To elucidate why CFH Y402H, CFH I62V and the deletion of CFHR3/1 are a superior set of variants to describe common risk and protection against AMD, we performed a haplotype analysis of the CFH-CFHR5 locus using rs800892, rs1061170, rs140996, rs12144939 and rs61818925 (see Fig. 1c). We identified three common protective haplotypes (H2, H3 and H8) with a frequency > 1% in our cohort. All of these haplotypes carry a protective allele (A) at rs800292 (H2, H8) or have the CFHR3/1 deletion (T allele at rs12144939, H3). Nearly all (98.4%) rs1410996 chromosomes with the protective A allele contain either the protective allele at CFH I62V or the deletion of CFHR3/1. This variant (and any SNP in LD with it) is therefore a proxy for the combination of CFH I62V and the deletion of CFHR3/1. One haplotype (H5), with frequency of 1.9% among our controls and 1% among cases, does not carry the protective allele at rs1410996 despite having a protective allele at CFH I62V (see Additional file 1: Table S2). In addition, one haplotype (H7) with frequency > 1% among individuals with European ancestry of the 1000 Genomes Project (but rare among our cases and controls) was not associated with protection against AMD despite carrying the minor allele at rs1410996 (p = 0.10). The protective allele at rs61818925 (T) is only part of one protective haplotype (H2), which contains the A allele at CFH I62V. The T allele at rs61818925 is also part of a haplotype with a C allele at CFH Y402H (H6) that is twice as frequent among our cases than in our controls, and of haplotypes with no significant association with AMD (H4 and H9). The presence of this allele on risk, neutral and protective haplotypes, in addition to the fact that it provides no additional information to our regression models, led us to exclude rs61818925 from further analyses.

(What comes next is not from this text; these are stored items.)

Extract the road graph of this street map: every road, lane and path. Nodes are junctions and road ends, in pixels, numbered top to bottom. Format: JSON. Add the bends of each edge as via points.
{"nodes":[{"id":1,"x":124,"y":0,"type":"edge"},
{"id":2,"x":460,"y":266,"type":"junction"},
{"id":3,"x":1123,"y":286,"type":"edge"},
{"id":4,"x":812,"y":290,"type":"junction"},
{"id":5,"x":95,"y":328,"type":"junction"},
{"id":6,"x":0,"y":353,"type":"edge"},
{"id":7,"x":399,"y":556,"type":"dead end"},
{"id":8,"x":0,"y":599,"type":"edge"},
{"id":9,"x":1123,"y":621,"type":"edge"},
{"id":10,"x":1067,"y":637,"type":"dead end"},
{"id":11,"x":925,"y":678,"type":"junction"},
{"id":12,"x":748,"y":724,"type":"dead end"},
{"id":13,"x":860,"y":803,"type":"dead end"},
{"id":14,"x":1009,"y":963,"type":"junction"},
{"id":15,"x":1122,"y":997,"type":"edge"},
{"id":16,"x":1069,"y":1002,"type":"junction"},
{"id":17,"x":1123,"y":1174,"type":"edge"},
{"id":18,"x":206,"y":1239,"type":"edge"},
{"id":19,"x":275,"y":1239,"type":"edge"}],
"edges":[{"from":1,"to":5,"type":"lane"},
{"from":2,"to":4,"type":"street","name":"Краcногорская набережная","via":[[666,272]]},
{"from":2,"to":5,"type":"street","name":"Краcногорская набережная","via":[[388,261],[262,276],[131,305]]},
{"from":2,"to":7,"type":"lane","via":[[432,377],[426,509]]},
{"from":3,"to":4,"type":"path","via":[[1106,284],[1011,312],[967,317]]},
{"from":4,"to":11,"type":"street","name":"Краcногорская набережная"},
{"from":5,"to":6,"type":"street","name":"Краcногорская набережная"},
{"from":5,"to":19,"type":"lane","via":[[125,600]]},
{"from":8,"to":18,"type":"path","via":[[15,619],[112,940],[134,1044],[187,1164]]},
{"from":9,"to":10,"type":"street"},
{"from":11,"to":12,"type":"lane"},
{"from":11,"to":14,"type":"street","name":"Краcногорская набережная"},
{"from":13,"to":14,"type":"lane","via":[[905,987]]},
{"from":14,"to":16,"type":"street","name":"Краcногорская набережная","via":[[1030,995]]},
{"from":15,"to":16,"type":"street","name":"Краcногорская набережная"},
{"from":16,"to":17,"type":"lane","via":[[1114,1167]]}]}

Haplotypes based on CFH I62V, CFHR3/1 deletion and CFH Y402H differentiate disease susceptibility at the CFH-CFHR5 locus

The risk allele (T) for the IAMDGC Locus 1.5 (rs187328863 OR: 2.12 [1.63; 2.74], p = 1.29e−8), which was independently associated with increased risk for AMD in a previous GWAS [34], exists exclusively on a low-frequency haplotype containing a C (risk) allele at rs1061170 (see Table 3). While this variant may modulate risk, its frequency and effect size suggest that this risk is generally accounted for by haplotypes with a C allele at rs1061170.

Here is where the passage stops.